Bischöfin Rosemarie Wenner

Bischöfin Rosemarie Wenner

Bischöfin Rosemarie Wenner

Aufbruch in die Freiheit

Wir als EmK geben mehr Kirchen auf, als dass wir neue öffnen. Aber es gibt auch andere Beispiele, wie Bischöfin Rosemarie Wenner berichtet.

Dabei wird klar: Manchmal müssen wir Altes aufgeben, um frei zu werden für das, was Gott heute schaffen will. Und das gilt über finanzielle Fragen hinaus.

Es war einmalig: Im Advent 2012 durfte ich an drei Sonntagen nacheinander Einweihungen von neu gestalteten EmK-Kirchen feiern. Am ersten Advent fand in Bremerhaven die Wiedereinweihung der Friedenskirche statt. Für dieses Gebäude hatte es bereits einen Verkaufsbeschluss der Bezirkskonferenz gegeben. Denn die Kirche war zu groß und die klein gewordene Gemeinde hatte zu wenig Geld für notwendige Sanierungen. Doch dann fand man keine geeigneten Mieträume und die Gemeinde begann wieder zu wachsen. So ging man das Wagnis ein, die alte Kirche rundzuerneuern.

Als neue Gemeindeglieder und alt eingesessene Methodisten bezeugten, wie sie in der Friedenskirche Gott erleben, wurde anschaulich, wie diese Gemeinde ihren Auftrag versteht: Sie bietet heilende Gemeinschaft für eine gebeutelte Stadt. »Mitglaubkirche« ist der Slogan, mit dem die Bremerhavener einladen. Bei vielen Gelegenheiten feiern sie Gottesdienste außerhalb des Kirchengebäudes.

Am zweiten Advent weihte die EmK in Pliezhausen bei Reutlingen ihre neuen Räume ein. In einem einladend gestalteten Anbau an die frühere Kirche wird jetzt Gottesdienst gefeiert. Außerdem gibt es schöne und zweckmäßige Räume für Gruppenarbeit. Die Kirche ist mitten im Dorf geblieben und man wirbt dafür, dass viele die Begegnungsmöglichkeiten mit Gott und miteinander nutzen. Bis zum letzten Tag vor der Einweihung waren Freiwillige in der Kirche tätig, wurde doch sehr viel in Eigenarbeit fertig gestellt. Und die Methodisten in Pliezhausen wollen, dass die Kirche Baustelle bleibt! Schließlich geht es darum, dass viele am Reich Gottes weiterbauen.

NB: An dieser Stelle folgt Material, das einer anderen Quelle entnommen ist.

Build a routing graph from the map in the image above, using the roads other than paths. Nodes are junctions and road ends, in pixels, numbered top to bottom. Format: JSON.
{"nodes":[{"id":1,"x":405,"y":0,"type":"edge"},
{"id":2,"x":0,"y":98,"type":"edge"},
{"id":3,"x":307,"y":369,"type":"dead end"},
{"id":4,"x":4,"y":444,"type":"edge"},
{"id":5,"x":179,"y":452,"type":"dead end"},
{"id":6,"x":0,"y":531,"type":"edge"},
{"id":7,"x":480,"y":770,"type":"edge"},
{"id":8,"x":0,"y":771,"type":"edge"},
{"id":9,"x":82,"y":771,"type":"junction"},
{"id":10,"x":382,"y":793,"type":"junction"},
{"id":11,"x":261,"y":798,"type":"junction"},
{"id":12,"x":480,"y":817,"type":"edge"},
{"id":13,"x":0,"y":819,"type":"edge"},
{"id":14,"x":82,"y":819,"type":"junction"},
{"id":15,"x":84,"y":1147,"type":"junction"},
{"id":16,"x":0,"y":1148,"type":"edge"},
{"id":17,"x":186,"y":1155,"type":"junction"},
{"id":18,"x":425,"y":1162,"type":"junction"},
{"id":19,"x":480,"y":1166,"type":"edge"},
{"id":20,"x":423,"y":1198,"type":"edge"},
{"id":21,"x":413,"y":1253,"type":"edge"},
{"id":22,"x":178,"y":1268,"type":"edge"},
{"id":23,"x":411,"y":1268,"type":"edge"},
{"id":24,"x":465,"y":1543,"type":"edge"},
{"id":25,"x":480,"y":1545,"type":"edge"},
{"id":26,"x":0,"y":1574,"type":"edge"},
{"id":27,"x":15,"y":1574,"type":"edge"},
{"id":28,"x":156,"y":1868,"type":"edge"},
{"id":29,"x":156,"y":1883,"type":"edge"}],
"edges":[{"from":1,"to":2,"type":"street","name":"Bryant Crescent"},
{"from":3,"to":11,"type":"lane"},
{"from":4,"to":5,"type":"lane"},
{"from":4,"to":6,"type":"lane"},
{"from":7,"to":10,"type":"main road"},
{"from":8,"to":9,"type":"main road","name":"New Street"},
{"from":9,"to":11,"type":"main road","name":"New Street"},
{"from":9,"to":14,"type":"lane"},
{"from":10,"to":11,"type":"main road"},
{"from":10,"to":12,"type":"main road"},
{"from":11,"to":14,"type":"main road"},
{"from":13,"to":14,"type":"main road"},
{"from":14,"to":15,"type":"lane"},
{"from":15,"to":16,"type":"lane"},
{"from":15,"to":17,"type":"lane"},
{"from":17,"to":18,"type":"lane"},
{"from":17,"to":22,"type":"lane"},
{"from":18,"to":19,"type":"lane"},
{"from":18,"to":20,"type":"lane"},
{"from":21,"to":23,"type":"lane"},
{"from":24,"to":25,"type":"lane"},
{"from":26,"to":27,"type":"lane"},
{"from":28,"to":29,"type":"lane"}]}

Die Einweihung der Erlöserkirche in München beendete am dritten Advent diesen besonderen Festreigen. Die Gemeinde brauchte mehr Platz, deshalb wurde ein Ortswechsel nötig. Jetzt möchte sie Kirche für alle Interessierten im Stadtteil München-Moosach sein. Deshalb gingen dem Einweihungsgottesdienst ein Tag der offenen Tür und ein Benefizabend voraus. Besondere Schwerpunkte bilden Angebote für Kinder und Teenager wie ein Indoor-Spielplatz oder Taekwondo-Kurse.

Ich habe diese drei Sonntage genossen, konnte ich doch miterleben, wie Neues wächst. Es ist mir wohl bewusst, dass wir mehr Kirchen schließen als neue bauen. Manchmal werden alte Gebäude verkauft, damit wir uns neue Gemeindezentren leisten können. Doch nicht nur in finanzieller Hinsicht kann eines das andere bedingen. Manchmal müssen wir Altes aufgeben, um frei zu werden für das, was Gott heute schaffen will.

»Wir haben hier keine bleibende Stadt, sondern die zukünftige suchen wir«, heißt es in der Jahreslosung für 2013, nachzulesen in Hebräer 13,14. Abschiede gleich welcher Art – ob von Menschen, von Gebäuden, die geistliche Heimat boten, oder auch von Veranstaltungen, die uns wertvoll waren, – tun weh. Doch in Jesu Spur sind wir gerufen, Gottes Zukunft entgegenzuleben. Ich bete dafür, dass Gott uns Aufbrüche erleben lässt, in neuen oder in alten Gebäuden und wenn wir aus den Kirchengebäuden hinausgehen, um Christus zu bezeugen!